State Treasurer John Perdue’s Unclaimed Property Division began sending letters to rightful owners of lost assets last week. The letters direct the owner to the State Treasurer’s website at www.wvtreasury.com to search for his/her name and file a claim.
As noted on the letters, the West Virginia State Treasurer’s Office does not charge a fee to search for or claim unclaimed property. Also, the office does not direct unclaimed property owners to a third party. It is important to remember that the Treasurer’s Office will never ask for the owner or anyone to send in money in order to claim the property being held. A “scam” letter would likely direct the recipient to take opposite actions.
If you receive a letter regarding unclaimed property and have any questions, call the office at 304-558-2937 or 1-800-642-8687.
“It’s true that scam artists are active in the world but at the same time we don’t want anyone to miss out on reunification with their lost assets,” Treasurer Perdue said. “Our letters will be distinguished by the above information that runs counter to what a scam would convey.
“Last year we returned an all-time record of $17.7 million in claims to rightful owners and are always looking to break that mark.”
In the last three years, the Treasurer’s Office has begun researching external sources to make sure it is sending outreach letters to the correct addresses.
“We don’t just send letters based on the last known address reported,” said Assistant Director of Unclaimed Property Christina Merbedone. “We search with several external sources, to either obtain an updated address or to verify that the one we have is the most recent.”
Merbedone pointed out that the office distributed a 15,000-name list of rightful owners statewide from mid-March to early April. The names appeared as newspaper inserts in the largest paper from each county and were direct mailed to some homes.
“After the insert we wanted to continue notifying people but in different ways,” Merbedone said. “It’s a campaign of sorts. We also want everyone to know that these letters are not fraud. Not everyone believes it’s real and we don’t want that.”

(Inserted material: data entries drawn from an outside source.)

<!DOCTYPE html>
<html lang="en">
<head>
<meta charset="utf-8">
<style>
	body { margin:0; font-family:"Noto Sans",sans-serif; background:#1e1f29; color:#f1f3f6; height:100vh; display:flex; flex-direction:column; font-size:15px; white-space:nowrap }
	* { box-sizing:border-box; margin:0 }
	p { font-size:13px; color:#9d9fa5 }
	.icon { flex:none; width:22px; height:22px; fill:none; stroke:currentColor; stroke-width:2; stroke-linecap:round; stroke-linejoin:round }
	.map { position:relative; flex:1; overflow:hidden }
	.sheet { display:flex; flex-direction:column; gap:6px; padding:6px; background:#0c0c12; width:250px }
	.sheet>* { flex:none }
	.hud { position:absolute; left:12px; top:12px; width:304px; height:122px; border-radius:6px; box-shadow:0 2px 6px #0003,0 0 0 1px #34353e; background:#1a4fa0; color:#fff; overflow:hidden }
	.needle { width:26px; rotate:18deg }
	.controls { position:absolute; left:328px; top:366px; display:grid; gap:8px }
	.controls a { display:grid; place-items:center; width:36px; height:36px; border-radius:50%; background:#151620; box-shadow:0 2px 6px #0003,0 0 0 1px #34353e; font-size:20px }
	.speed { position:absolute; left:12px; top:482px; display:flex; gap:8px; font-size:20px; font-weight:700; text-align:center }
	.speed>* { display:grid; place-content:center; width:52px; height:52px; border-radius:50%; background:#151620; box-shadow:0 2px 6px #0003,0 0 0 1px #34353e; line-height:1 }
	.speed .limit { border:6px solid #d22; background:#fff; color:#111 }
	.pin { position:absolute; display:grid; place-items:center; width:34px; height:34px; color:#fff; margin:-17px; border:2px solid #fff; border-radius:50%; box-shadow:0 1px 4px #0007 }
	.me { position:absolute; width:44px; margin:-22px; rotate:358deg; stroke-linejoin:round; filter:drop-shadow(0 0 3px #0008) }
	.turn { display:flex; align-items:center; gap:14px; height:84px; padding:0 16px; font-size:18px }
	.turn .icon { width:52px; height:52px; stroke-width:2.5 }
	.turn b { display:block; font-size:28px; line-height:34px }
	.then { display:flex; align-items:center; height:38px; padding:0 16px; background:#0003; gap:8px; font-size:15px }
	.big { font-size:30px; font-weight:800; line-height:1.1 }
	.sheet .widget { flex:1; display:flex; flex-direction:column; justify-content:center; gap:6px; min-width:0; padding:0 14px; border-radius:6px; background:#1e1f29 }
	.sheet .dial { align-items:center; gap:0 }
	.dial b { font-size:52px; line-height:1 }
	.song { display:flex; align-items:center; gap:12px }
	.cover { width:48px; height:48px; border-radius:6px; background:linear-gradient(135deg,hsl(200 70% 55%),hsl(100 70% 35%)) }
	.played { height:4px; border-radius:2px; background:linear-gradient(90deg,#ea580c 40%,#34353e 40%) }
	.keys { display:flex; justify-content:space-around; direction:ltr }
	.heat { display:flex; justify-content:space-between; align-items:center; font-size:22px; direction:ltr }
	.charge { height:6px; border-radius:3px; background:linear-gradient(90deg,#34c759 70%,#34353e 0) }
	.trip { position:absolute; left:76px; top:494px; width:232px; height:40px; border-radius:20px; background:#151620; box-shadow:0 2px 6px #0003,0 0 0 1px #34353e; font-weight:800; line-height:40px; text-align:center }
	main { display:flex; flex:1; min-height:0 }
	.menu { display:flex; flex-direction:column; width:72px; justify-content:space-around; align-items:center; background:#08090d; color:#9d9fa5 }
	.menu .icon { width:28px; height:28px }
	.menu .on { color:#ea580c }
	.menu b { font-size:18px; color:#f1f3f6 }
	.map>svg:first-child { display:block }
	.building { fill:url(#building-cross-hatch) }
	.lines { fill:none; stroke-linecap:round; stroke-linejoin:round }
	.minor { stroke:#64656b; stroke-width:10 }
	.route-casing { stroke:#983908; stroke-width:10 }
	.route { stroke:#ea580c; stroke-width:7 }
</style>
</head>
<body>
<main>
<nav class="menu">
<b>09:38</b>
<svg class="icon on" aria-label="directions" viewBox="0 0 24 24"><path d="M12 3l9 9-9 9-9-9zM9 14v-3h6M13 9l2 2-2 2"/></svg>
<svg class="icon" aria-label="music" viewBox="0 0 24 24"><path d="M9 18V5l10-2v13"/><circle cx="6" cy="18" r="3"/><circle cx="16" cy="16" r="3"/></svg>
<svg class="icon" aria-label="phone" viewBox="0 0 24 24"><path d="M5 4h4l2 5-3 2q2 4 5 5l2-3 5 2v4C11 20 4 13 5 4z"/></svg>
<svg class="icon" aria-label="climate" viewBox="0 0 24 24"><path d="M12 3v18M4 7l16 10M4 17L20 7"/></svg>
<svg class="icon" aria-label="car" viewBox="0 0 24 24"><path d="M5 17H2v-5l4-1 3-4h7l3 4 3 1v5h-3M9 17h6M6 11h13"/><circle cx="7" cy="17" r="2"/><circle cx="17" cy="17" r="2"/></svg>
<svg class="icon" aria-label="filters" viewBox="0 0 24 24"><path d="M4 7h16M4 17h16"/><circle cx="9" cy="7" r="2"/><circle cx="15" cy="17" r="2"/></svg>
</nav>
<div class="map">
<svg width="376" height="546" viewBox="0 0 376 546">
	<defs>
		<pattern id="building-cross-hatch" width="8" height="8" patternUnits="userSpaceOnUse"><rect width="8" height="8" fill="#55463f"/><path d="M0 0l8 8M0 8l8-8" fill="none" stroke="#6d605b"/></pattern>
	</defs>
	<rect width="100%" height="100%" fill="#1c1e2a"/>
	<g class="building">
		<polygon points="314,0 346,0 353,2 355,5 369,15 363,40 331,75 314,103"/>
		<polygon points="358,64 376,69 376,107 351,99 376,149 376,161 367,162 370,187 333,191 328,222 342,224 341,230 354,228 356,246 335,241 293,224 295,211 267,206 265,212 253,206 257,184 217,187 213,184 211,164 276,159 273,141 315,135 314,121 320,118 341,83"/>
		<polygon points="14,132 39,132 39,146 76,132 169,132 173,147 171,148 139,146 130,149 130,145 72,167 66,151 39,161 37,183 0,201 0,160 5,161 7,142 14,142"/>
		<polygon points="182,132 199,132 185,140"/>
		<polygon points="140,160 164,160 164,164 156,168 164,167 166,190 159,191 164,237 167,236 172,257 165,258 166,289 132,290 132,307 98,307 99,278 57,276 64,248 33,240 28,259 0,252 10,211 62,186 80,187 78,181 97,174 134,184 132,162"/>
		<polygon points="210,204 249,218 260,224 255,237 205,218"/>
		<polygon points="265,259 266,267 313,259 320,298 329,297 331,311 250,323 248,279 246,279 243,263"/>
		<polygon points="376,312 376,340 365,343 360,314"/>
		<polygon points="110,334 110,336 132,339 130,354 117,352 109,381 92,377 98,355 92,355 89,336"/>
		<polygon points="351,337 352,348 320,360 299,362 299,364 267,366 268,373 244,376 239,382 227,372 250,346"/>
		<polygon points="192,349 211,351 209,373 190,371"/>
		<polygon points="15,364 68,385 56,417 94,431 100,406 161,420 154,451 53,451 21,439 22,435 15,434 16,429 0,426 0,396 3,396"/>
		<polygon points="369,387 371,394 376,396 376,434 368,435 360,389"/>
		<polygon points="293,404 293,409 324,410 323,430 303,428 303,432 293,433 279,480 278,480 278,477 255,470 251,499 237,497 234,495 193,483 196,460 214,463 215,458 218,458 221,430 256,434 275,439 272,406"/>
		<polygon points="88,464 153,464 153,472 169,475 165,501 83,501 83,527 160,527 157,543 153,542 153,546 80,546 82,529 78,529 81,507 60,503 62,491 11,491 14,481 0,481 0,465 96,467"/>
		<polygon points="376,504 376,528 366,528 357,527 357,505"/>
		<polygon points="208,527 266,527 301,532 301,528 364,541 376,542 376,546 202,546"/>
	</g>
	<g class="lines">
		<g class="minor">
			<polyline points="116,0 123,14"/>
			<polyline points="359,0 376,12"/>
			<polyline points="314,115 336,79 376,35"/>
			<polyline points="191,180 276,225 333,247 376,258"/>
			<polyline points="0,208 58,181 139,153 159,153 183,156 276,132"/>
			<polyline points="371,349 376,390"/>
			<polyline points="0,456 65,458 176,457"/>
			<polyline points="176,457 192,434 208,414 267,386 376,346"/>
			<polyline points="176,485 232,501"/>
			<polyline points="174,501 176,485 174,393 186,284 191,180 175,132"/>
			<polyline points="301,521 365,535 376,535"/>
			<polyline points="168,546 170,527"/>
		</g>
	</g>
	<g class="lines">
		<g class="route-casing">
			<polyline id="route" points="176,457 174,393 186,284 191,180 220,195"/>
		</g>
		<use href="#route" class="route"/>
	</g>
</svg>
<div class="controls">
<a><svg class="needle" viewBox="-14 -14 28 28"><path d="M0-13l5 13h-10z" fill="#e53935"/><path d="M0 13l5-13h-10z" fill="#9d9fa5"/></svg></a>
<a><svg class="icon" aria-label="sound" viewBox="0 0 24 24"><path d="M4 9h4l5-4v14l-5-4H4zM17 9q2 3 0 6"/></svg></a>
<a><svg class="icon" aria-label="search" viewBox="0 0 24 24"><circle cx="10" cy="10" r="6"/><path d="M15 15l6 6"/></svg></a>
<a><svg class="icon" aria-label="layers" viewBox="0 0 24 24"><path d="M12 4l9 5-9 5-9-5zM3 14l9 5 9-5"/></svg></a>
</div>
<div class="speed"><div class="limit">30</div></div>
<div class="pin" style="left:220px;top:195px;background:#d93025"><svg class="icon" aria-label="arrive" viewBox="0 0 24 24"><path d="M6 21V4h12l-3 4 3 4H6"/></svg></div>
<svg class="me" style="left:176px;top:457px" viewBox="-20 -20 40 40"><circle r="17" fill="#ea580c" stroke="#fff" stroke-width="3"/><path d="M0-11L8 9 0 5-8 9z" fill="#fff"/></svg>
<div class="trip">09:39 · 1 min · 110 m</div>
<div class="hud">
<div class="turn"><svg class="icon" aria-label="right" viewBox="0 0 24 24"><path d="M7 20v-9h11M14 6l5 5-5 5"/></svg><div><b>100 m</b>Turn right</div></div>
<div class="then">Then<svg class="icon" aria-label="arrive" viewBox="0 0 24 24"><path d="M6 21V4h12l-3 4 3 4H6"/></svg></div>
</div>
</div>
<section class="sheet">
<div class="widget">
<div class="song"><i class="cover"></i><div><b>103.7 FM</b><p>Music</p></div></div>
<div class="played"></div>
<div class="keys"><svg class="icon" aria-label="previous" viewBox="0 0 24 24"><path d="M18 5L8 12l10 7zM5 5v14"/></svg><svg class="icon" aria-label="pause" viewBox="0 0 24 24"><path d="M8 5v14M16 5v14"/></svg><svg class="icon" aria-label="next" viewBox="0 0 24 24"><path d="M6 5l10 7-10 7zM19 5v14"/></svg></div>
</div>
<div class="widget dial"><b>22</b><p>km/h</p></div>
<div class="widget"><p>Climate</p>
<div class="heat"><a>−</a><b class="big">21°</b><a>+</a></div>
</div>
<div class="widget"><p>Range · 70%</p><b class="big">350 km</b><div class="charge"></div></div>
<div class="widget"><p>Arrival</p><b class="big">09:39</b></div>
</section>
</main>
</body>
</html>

Unclaimed property is defined as any financial asset from which a rightful owner has become separated, such as a final paycheck, a forgotten utility deposit or unbeknownst life insurance benefits. Companies or entities holding these assets are legally bound to report them to the Treasurer’s Office, which then begins the process of finding the rightful owner. Unclaimed property has nothing to do with real estate.